Monday, July 7, 2008


Okay Pens fans, you have every right to be upset about Marion Hossa’s decision to take less money than the Penguins offered to suit up with the Wings next season. It sure looks like he just wants to bounce around leaping from one contender to another until he guesses right and lands on a championship team. Next year when the Wings get bumped from the 2nd round he’ll be looking elsewhere and we’ll do this all over again. True it would have been nice to see what a full season of the Hossa/Crosby connection would have accomplished, but he’ll do just fine playing with a number of highly skilled players on the Wings roster. His personal stats won’t suffer in Detroit so he will again be a top free agent next year, the bidding war will kick in and insane offers will land in his lap once more. Only next time I don’t see the Pens making an offer to him, as the bad taste from this year will still be in the mouths of the Penguin brass. The Penguins will be just fine in the long run without him as they did the right thing by locking up Malkin, Fleury and keeping the young core intact. Besides, picking up Satan (who can really finish when he plays with talent around him) will most likely bring close to the same production they would have got from Hossa.

If Jaromir Jagr really wanted to keep playing in the NHL he would have signed any one of a number of offers that came his way. True he was looking for a 2 year deal that would keep him collecting coin in the $5 - $6 million per season range, but at this stage in his career that just wasn’t going to happen. If he would have taken a 1year deal worth $2 - $4 million he could have finished his career in the NHL. Obviously, he wanted more in his paycheck and he got what he wanted in Russia. I find it funny that hockey fans feel robbed of “super talent” with Jagr’s move to Russia. When was the last time Jagr and his “super talent” led the league in anything? Realistically there was no way any team was going to pour the kind of money Jagr was looking for in a player whose skill is declining in the twilight of his playing career. Just look at the fact that Jeremy Roenick and Owen Nolan still find a home every year in the NHL. This happens because they know what they are worth and accept what comes their way. Don’t feel bad for Jagr folks, he found the coin he was seeking and we still have the memories of when he was worth that much.

Dan Boyle may have been upset with how things went down in his departure from Tampa Bay, but he will be on a much better team and will at least make the postseason next year. He should be happy that he is no longer with the circus that is the Lightning. Speaking of the circus, I didn’t think another team could match the sideshow atmosphere that the Islanders have displayed in resent years, but the Lightning actually pulled it off. Sure Boyle may be over-shadowed by the likes of Lidstrom, Phaneuf, Pronger, Campbell, etc. in the west, but it should bring out his “A” game and put him in the running for the Norris trophy which would not have a chance of happening if he stayed in Tampa.

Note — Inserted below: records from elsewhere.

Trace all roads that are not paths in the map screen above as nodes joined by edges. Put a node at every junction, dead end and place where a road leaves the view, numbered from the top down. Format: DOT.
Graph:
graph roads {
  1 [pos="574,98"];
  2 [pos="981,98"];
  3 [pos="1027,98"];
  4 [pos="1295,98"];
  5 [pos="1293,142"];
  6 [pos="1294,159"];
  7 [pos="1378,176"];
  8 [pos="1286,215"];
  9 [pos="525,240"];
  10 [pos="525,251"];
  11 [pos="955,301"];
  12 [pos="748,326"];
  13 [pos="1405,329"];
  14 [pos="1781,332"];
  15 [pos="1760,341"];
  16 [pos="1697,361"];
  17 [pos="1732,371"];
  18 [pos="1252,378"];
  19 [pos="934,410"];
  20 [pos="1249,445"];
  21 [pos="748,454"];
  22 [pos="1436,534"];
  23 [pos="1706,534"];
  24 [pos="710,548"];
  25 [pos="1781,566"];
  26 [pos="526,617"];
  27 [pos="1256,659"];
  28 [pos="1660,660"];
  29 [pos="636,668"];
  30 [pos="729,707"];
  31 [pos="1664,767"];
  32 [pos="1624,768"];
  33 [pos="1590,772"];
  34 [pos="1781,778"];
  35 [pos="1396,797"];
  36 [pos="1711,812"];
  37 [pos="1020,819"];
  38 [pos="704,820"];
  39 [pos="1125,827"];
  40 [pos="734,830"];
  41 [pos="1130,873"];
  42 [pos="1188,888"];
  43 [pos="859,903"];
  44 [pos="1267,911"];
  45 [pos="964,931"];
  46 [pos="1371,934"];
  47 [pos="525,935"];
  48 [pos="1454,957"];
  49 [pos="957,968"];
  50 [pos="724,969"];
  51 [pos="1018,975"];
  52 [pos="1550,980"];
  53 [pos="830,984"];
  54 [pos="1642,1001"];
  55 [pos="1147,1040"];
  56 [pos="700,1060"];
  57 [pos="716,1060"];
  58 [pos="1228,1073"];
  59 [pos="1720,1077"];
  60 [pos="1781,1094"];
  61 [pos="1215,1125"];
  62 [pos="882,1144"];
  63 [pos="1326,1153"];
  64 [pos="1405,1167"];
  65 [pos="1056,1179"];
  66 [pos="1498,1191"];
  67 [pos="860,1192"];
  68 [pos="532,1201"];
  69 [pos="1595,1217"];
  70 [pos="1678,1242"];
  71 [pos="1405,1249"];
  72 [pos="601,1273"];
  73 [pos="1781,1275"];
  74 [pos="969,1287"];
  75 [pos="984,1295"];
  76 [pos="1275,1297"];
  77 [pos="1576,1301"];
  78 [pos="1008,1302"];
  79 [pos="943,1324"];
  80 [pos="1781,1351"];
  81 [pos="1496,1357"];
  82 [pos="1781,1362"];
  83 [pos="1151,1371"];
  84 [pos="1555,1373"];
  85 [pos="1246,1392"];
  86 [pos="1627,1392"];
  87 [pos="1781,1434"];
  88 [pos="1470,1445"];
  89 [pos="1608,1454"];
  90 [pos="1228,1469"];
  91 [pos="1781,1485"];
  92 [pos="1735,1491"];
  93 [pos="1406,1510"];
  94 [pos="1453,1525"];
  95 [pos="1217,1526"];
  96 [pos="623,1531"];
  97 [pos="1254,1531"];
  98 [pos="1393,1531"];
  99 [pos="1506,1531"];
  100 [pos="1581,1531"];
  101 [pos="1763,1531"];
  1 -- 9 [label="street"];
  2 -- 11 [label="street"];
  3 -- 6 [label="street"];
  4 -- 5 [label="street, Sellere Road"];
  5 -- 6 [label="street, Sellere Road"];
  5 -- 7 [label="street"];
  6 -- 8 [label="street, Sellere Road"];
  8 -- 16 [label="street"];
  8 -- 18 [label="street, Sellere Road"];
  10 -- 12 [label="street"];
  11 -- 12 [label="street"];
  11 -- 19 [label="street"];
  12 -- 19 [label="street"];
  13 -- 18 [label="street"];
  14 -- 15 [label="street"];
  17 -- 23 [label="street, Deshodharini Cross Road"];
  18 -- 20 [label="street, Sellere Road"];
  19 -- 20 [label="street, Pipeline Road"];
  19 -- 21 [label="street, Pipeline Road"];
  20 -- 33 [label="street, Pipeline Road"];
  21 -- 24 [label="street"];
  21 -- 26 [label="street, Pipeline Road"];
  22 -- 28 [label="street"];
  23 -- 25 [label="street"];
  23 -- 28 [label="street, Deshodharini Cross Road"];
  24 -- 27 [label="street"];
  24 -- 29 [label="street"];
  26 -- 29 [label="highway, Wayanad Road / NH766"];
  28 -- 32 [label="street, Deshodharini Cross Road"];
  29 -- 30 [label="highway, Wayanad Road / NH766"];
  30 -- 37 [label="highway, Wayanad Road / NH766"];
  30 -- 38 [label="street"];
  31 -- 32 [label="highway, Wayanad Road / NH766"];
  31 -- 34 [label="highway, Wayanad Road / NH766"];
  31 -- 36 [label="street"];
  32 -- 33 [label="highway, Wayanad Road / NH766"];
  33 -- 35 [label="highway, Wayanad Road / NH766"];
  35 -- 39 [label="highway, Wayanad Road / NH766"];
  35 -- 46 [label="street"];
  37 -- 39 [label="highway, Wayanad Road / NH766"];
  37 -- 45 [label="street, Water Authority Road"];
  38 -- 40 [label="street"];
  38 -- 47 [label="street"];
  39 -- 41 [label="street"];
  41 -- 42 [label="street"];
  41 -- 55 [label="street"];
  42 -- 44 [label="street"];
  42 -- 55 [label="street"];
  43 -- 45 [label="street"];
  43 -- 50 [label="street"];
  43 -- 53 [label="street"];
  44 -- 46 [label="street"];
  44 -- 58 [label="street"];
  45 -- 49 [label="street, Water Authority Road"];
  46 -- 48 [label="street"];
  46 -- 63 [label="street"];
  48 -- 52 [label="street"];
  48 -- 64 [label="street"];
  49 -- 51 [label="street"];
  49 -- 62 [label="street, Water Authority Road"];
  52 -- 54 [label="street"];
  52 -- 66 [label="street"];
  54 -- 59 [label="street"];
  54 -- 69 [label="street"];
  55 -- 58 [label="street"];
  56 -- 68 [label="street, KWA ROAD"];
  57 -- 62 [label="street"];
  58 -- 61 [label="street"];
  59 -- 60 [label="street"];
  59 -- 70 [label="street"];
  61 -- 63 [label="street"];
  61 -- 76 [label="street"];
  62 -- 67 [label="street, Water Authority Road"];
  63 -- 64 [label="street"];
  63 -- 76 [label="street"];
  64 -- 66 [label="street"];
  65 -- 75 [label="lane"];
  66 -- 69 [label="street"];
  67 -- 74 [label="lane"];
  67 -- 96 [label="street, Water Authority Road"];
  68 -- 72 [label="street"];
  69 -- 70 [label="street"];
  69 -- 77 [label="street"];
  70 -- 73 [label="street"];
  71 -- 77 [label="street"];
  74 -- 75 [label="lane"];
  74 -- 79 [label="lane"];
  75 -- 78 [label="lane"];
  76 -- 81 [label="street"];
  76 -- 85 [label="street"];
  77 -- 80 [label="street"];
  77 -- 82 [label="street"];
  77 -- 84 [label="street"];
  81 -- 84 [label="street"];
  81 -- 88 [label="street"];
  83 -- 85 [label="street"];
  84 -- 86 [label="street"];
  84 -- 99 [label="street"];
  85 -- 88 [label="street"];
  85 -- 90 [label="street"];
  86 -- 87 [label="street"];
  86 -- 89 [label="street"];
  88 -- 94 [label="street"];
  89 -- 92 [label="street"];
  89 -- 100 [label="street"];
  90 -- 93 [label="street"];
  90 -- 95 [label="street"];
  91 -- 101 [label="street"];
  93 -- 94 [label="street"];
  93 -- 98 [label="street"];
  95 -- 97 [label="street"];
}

Now, is it just me or does it seem like we are starting to see that same separation of teams who can spend money from the ones that can’t that we saw before the lockout? I can’t quite figure this one out because the separation seems to be there but the teams involved have changed a bit. No longer is this separation between big and small market teams. Which leads me to believe that it could be due to a couple of factors. One being that the cap ceiling keeps rising every year to levels we saw before the lockout, most NHL GM’s are flat out insane with how much money they throw around and some teams don’t mind hanging out in the cellar if it will increase their chances of getting in on the “Tavares Sweepstakes” next year. That last reason may be more realistic than any of us want to think possible, but how else do you explain the moves or non-moves made by teams like the Lightning, Maple Leafs, Panthers, Thrashers, Islanders, Sabres, Kings, Canucks and Blues? It’s not like Toronto, New York and Los Angeles are small markets by any stretch of the imagination, so what gives here? I’ll keep scratching my head as I get to the bottom of this, but it looks as though we will see a greater distance of points between playoff and non-playoff teams next season with the best of the worst filling out the last playoff spots. Which bodes well for a bubble team like Boston, as they should have an easier chance at making the postseason next year. All they have to do is focus on the teams ahead of them because there will be no one around them.